Exercise brief
In the data below, find every line with the string "dead" and pull it out.

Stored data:
------------------------------------------------
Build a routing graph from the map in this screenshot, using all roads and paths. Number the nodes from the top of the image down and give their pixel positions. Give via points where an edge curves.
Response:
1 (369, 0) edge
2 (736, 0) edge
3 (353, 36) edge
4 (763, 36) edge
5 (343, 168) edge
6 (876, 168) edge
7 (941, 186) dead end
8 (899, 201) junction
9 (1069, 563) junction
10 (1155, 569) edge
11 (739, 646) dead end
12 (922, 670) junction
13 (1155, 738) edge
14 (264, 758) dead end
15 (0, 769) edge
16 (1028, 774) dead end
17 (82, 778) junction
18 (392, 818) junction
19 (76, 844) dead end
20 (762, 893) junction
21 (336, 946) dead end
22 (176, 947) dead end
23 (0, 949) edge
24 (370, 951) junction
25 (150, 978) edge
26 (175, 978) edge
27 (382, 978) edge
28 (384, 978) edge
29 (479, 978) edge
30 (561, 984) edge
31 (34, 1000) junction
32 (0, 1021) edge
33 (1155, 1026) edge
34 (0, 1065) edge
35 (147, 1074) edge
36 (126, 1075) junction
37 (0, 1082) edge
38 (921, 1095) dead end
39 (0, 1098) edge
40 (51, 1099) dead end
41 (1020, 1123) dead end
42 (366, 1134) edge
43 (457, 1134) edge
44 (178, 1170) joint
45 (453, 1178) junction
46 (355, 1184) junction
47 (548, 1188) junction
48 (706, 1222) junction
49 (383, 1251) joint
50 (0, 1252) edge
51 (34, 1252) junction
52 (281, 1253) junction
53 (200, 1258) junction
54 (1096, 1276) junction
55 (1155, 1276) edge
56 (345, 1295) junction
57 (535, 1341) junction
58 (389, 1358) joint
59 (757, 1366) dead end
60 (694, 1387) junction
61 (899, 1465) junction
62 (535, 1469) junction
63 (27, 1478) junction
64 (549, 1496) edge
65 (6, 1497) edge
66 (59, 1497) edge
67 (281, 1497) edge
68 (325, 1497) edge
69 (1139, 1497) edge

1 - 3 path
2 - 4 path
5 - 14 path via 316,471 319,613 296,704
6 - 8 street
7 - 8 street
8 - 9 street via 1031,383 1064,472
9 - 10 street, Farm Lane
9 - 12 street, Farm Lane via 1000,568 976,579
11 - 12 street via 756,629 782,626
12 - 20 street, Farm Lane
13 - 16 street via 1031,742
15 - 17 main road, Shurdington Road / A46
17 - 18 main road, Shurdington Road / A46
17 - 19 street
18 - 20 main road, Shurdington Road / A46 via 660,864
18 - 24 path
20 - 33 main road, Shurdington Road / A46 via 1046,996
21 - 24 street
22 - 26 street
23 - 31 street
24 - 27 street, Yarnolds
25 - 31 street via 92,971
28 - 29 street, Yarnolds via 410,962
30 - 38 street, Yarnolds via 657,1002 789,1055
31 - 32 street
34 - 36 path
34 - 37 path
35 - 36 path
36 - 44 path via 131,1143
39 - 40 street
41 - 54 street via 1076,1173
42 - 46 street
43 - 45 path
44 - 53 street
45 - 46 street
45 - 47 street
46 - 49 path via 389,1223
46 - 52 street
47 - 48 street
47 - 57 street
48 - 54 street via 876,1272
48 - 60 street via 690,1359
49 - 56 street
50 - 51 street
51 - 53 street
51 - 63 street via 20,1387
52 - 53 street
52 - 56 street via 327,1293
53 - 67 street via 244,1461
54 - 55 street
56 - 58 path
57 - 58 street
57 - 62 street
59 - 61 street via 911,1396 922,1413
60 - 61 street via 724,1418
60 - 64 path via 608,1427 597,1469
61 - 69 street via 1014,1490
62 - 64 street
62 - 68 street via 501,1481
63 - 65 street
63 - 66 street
------------------------------------------------
Result of the task
7 (941, 186) dead end
11 (739, 646) dead end
14 (264, 758) dead end
16 (1028, 774) dead end
19 (76, 844) dead end
21 (336, 946) dead end
22 (176, 947) dead end
38 (921, 1095) dead end
40 (51, 1099) dead end
41 (1020, 1123) dead end
59 (757, 1366) dead end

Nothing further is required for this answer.